Saved data entries

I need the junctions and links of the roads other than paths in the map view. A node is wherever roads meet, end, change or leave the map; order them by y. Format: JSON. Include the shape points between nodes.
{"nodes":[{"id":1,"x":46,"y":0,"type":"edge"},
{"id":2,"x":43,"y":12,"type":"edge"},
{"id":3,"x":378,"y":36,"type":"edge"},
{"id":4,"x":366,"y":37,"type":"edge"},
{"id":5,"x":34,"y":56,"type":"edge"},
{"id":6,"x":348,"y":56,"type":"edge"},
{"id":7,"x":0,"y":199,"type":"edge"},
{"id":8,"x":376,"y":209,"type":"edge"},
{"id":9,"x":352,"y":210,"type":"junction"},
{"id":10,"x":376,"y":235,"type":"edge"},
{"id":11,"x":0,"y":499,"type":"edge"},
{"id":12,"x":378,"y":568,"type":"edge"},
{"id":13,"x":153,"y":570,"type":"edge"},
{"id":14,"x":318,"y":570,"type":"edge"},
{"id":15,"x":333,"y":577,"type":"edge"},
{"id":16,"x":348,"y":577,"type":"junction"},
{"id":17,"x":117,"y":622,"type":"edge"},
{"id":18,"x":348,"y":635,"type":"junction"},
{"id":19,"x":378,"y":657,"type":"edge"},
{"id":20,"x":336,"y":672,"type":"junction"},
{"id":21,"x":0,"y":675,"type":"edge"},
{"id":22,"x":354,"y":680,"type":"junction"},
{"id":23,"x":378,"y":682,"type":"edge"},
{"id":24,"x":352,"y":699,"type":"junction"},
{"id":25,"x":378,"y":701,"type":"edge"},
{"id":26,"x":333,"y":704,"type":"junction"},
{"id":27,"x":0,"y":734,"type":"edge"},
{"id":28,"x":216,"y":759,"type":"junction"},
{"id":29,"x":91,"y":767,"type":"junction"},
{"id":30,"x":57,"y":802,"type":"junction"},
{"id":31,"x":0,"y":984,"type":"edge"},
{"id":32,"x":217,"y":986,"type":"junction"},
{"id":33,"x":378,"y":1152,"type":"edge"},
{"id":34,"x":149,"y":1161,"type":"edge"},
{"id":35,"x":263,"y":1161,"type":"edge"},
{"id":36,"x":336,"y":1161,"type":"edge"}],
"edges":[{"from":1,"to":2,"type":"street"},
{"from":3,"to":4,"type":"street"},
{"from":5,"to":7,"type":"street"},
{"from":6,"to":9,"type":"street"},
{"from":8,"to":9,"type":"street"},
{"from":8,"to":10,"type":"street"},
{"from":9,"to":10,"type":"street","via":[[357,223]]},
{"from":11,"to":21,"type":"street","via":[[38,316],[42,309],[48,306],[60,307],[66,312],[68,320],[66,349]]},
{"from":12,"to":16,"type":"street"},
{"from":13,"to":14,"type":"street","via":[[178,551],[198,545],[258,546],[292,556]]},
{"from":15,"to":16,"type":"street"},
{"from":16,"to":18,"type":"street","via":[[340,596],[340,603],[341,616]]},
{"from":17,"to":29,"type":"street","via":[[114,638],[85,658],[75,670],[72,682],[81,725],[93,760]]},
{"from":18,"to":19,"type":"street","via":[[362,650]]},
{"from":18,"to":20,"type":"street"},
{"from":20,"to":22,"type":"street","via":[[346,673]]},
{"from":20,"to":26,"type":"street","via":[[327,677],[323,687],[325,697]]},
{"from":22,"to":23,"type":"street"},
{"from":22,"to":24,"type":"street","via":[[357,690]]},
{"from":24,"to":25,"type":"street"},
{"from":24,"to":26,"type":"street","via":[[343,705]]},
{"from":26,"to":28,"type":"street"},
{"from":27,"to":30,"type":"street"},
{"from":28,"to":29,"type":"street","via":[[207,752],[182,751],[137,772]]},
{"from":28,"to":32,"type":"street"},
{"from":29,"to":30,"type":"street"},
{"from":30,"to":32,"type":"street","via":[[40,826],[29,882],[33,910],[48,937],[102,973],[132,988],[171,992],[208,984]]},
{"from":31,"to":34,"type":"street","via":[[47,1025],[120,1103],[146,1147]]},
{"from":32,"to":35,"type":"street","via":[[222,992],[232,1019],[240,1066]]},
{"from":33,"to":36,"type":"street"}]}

## Task details
All records should be returned verbatim, none left out.

## Solved exercise
I need the junctions and links of the roads other than paths in the map view. A node is wherever roads meet, end, change or leave the map; order them by y. Format: JSON. Include the shape points between nodes.
{"nodes":[{"id":1,"x":46,"y":0,"type":"edge"},
{"id":2,"x":43,"y":12,"type":"edge"},
{"id":3,"x":378,"y":36,"type":"edge"},
{"id":4,"x":366,"y":37,"type":"edge"},
{"id":5,"x":34,"y":56,"type":"edge"},
{"id":6,"x":348,"y":56,"type":"edge"},
{"id":7,"x":0,"y":199,"type":"edge"},
{"id":8,"x":376,"y":209,"type":"edge"},
{"id":9,"x":352,"y":210,"type":"junction"},
{"id":10,"x":376,"y":235,"type":"edge"},
{"id":11,"x":0,"y":499,"type":"edge"},
{"id":12,"x":378,"y":568,"type":"edge"},
{"id":13,"x":153,"y":570,"type":"edge"},
{"id":14,"x":318,"y":570,"type":"edge"},
{"id":15,"x":333,"y":577,"type":"edge"},
{"id":16,"x":348,"y":577,"type":"junction"},
{"id":17,"x":117,"y":622,"type":"edge"},
{"id":18,"x":348,"y":635,"type":"junction"},
{"id":19,"x":378,"y":657,"type":"edge"},
{"id":20,"x":336,"y":672,"type":"junction"},
{"id":21,"x":0,"y":675,"type":"edge"},
{"id":22,"x":354,"y":680,"type":"junction"},
{"id":23,"x":378,"y":682,"type":"edge"},
{"id":24,"x":352,"y":699,"type":"junction"},
{"id":25,"x":378,"y":701,"type":"edge"},
{"id":26,"x":333,"y":704,"type":"junction"},
{"id":27,"x":0,"y":734,"type":"edge"},
{"id":28,"x":216,"y":759,"type":"junction"},
{"id":29,"x":91,"y":767,"type":"junction"},
{"id":30,"x":57,"y":802,"type":"junction"},
{"id":31,"x":0,"y":984,"type":"edge"},
{"id":32,"x":217,"y":986,"type":"junction"},
{"id":33,"x":378,"y":1152,"type":"edge"},
{"id":34,"x":149,"y":1161,"type":"edge"},
{"id":35,"x":263,"y":1161,"type":"edge"},
{"id":36,"x":336,"y":1161,"type":"edge"}],
"edges":[{"from":1,"to":2,"type":"street"},
{"from":3,"to":4,"type":"street"},
{"from":5,"to":7,"type":"street"},
{"from":6,"to":9,"type":"street"},
{"from":8,"to":9,"type":"street"},
{"from":8,"to":10,"type":"street"},
{"from":9,"to":10,"type":"street","via":[[357,223]]},
{"from":11,"to":21,"type":"street","via":[[38,316],[42,309],[48,306],[60,307],[66,312],[68,320],[66,349]]},
{"from":12,"to":16,"type":"street"},
{"from":13,"to":14,"type":"street","via":[[178,551],[198,545],[258,546],[292,556]]},
{"from":15,"to":16,"type":"street"},
{"from":16,"to":18,"type":"street","via":[[340,596],[340,603],[341,616]]},
{"from":17,"to":29,"type":"street","via":[[114,638],[85,658],[75,670],[72,682],[81,725],[93,760]]},
{"from":18,"to":19,"type":"street","via":[[362,650]]},
{"from":18,"to":20,"type":"street"},
{"from":20,"to":22,"type":"street","via":[[346,673]]},
{"from":20,"to":26,"type":"street","via":[[327,677],[323,687],[325,697]]},
{"from":22,"to":23,"type":"street"},
{"from":22,"to":24,"type":"street","via":[[357,690]]},
{"from":24,"to":25,"type":"street"},
{"from":24,"to":26,"type":"street","via":[[343,705]]},
{"from":26,"to":28,"type":"street"},
{"from":27,"to":30,"type":"street"},
{"from":28,"to":29,"type":"street","via":[[207,752],[182,751],[137,772]]},
{"from":28,"to":32,"type":"street"},
{"from":29,"to":30,"type":"street"},
{"from":30,"to":32,"type":"street","via":[[40,826],[29,882],[33,910],[48,937],[102,973],[132,988],[171,992],[208,984]]},
{"from":31,"to":34,"type":"street","via":[[47,1025],[120,1103],[146,1147]]},
{"from":32,"to":35,"type":"street","via":[[222,992],[232,1019],[240,1066]]},
{"from":33,"to":36,"type":"street"}]}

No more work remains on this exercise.